- Photoshop on Android (beta) drops for devices running Android 11 or subsequent version
- It’s free for a limited time
- Creative Cloud subscriptions unlock assets in adobe stock and generative changes
After the release of Photoshop for iPhone earlier this year, the biggest photo writing application finally reached Android in pro-grade form, with photoshop brand functionalities and generative capacities.
Offering roughly the same features as the iPhone application, the free beta version of Photoshop for Android has an intuitive interface specifically designed for phones, with basic photoshop tools such as superposition, masking and mixing.
I have not yet used the application, but I have looked at a demonstration of its capacities presented by Adobe, and it looks super impressive, apparently one of the most fully equipped and powerful photo editors for Android phones.
You can import images from your camera roll, start from a blank canvas, use Adobe original active ingredients and take a photo with your phone and then modify.
As a regular Photoshop user, I can’t wait to try the application on my Google Pixel phone, and here are three tools with which I will start …
1. Press Select
Simplifying the selection tools of the subject’s subject and photoshop backgrounds on a mobile phone is not an easy task, but what Adobe calls “Tap Select” seems to do the trick.
During a demo, an Adobe professional guided us through a modification of a classic car photo, using TAP Select to make image adjustments to the car itself, then to other subjects.
Tap Select suggests various objects in an image that you may want to change selectively, by displaying these vignettes, and when you have made a selection, this suggests a huge arsenal of Photoshop tools such as color adjustments, etc.
The selection of the subject can be refined with the Photoshop brush tool to add / subtract from the selection when it has missed the brand.
And with these modifications operating in the superposition capabilities of Photoshop, the modifications can be modified at any time of the publishing process.
Tap Select is the type of tool that I can be used on almost all assemblies, and its implementation for Android phones seems well thought out.
2. Generative Firefly
Adobe recently concentrated a large part of its energy in the development of Firefly – the generative tools of the AI which are in its main applications such as Photoshop. Naturally, Photoshop for Android phones can also use these tools.
For example, a generative filling can replace subjects and backgrounds to your liking, so fanciful of your ideas. Again, during the demo, we saw these tools in practice – removing cars parked in the background and replacing the surrounding trees for palm trees, with several options generated to choose.
Naturally, there are limits to Firefly’s capacities, but the Android Phone version seems to be as powerful and effective as the full version of Photoshop with the words of words that have been allocated to it.

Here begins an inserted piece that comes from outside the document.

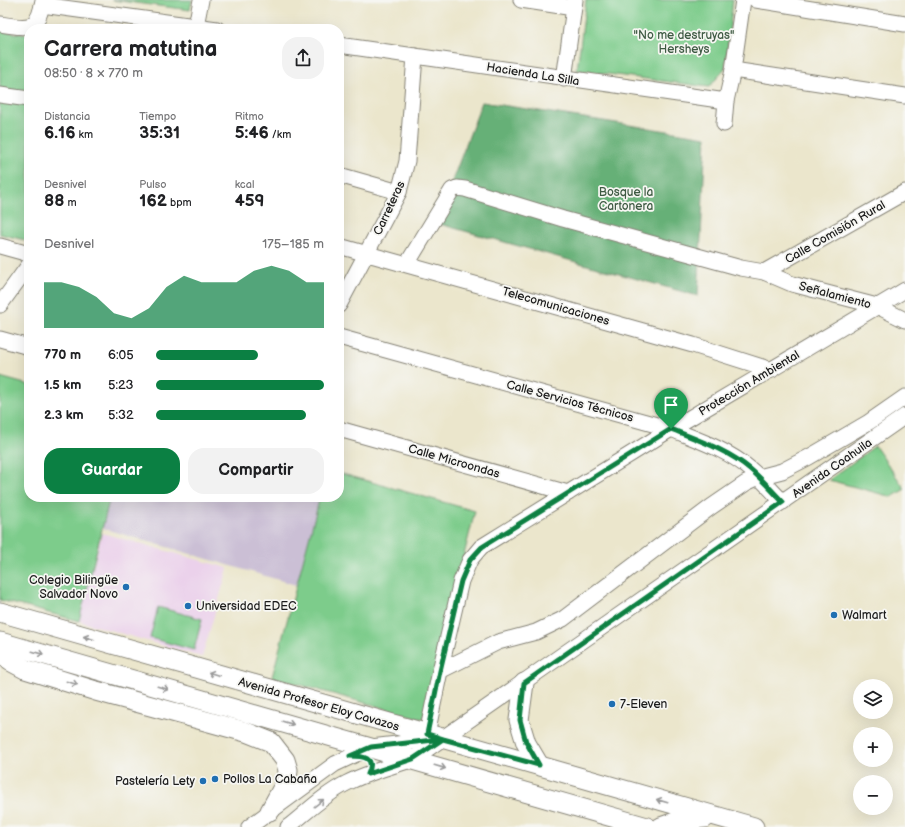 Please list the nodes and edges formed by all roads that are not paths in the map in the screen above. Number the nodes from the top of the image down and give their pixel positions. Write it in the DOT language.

3. Pressing Adobe Active Stock
Despite a Creative Cloud subscription, I generally do not use assets of “commercially safe” Adobe actions at my disposal, whether images or textures or other assets. However, on the mobile version, I can see myself having an appropriate game with them.

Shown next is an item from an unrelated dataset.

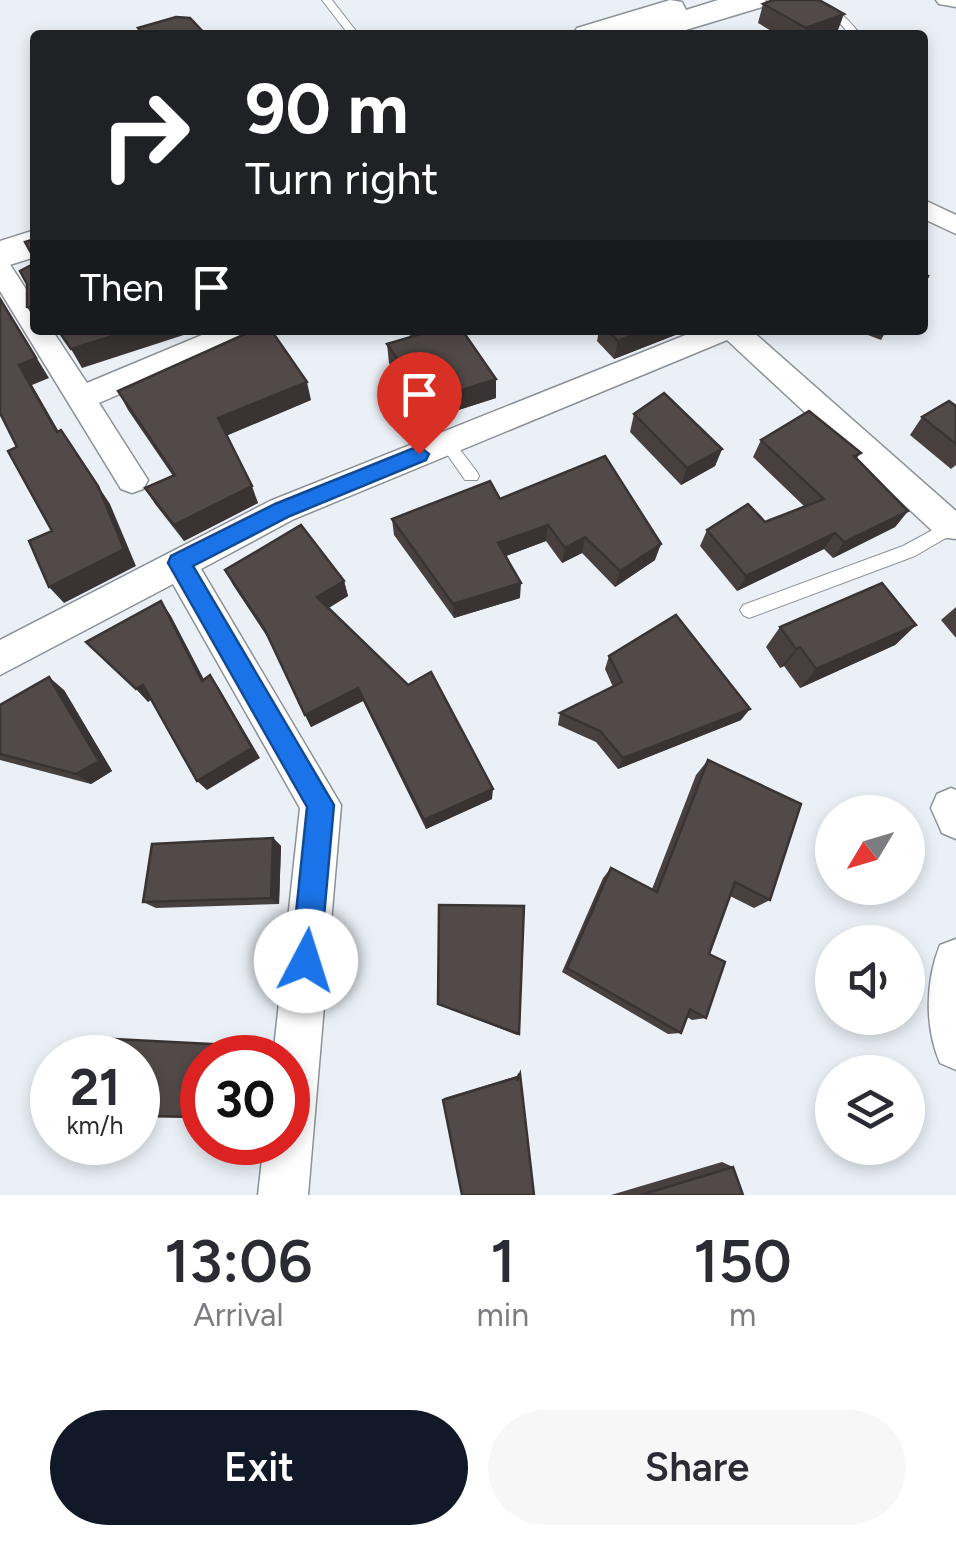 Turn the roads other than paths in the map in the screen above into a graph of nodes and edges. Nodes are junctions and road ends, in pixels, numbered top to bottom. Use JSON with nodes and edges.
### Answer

Let’s say that I want to add text to an image, for which there is a wide selection of fonts to choose. I can then hide this layer of text, by modifying the lettering with almost any texture or image of my choice from hundreds of thousands of stocks stocks.
In the demo, we saw text “Aloha” added to the classic car photo, taken in Hawaii, then modified with an image of a hibiscus flower in lettering.
I got out of the demo with the feeling that the scope of the changes I can make to the photos of my phone is large and limited only by my imagination.
I can’t wait to play with Photoshop on my Android phone to have a good idea.